Abdominal aortic aneurysm was induced by perfusion of an isolated aortic segment with elastase. Treatment with telmisattan (0.5 mg/kg per day) or hydralazine (15 mg/kg per day) was started after surgery and continued for 14 days. Sham-operated animals and vehicle-treated animals after aneurysm induction served as controls. Aortic diameter was measured using ultrasound before aneurysm induction and on days 7 and 14 after aneurysm induction.

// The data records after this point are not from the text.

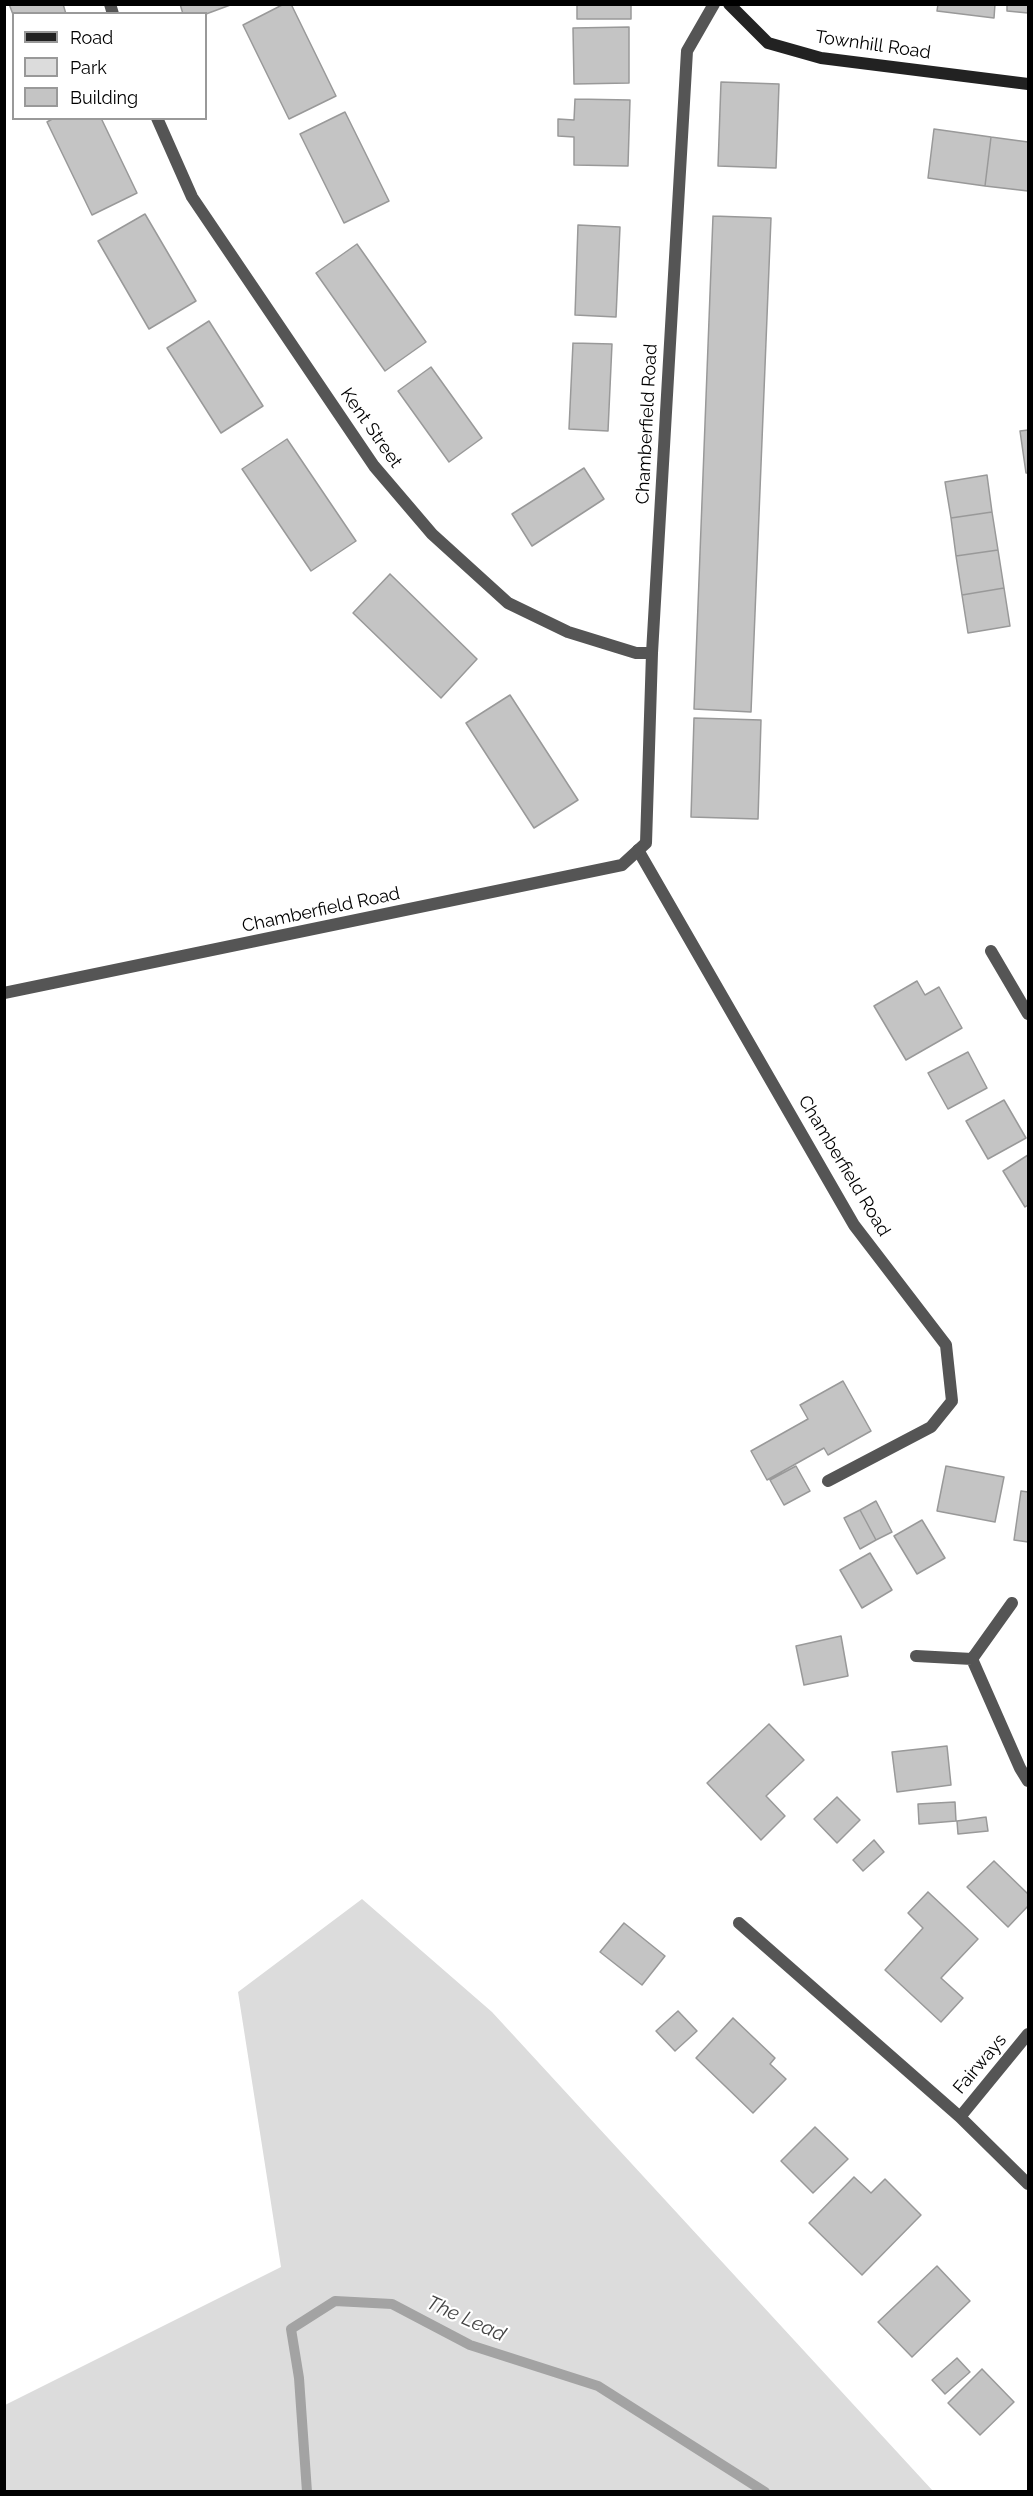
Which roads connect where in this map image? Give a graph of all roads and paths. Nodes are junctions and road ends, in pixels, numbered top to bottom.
1 (714, 4) edge
2 (729, 4) edge
3 (1029, 84) edge
4 (158, 120) edge
5 (652, 653) junction
6 (638, 850) junction
7 (991, 951) dead end
8 (4, 993) edge
9 (1029, 1014) edge
10 (828, 1481) dead end
11 (1012, 1603) dead end
12 (916, 1656) dead end
13 (972, 1659) junction
14 (1029, 1781) edge
15 (739, 1923) dead end
16 (1029, 2034) edge
17 (960, 2117) junction
18 (1029, 2184) edge

1 - 5 street, Chamberfield Road
2 - 3 street, Townhill Road
4 - 5 street, Kent Street
5 - 6 street, Chamberfield Road
6 - 8 street, Chamberfield Road
6 - 10 street, Chamberfield Road
7 - 9 street
11 - 13 street
12 - 13 street
13 - 14 street
15 - 17 street
16 - 17 street, Fairways
17 - 18 street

On day 14, aortic diameter was increased two-fold in the vehicle-treated group compared to sham-operated animals (2.02 +/- 0.12 vs. 0.87 +/- 0.02 mm, P < 0.005, n = 8). Telmisartan treatment significantly reduced aneurysmal size (1.65 +/- 0.06 vs. 2.02 +/- 0.12 mm in vehicle, P < 0.05, n = 8), whereas treatment with hydralazine had no effect. Matrix metallopeptidase 3, cathepsin D, nuclear factor kappa B, tumour necrosis factor alpha, transforming growth factor-1 beta, as well as caspase 3, p53 and Fas ligand proteins, were significantly downregulated in aortic tissue under telmisartan compared to vehicle treatment. Serum monocyte chemoattractant protein 1 levels were also significantly decreased. Telmisartan and hydralazine reduced blood pressure to a similar extent within the observation period.

The angiotensin II type 1 receptor antagonist, telmisartan, prevents abdominal aortic aneurysm progression independently of blood pressure reduction by inhibiting proteolysis, apoptosis and inflammation in aortic tissue.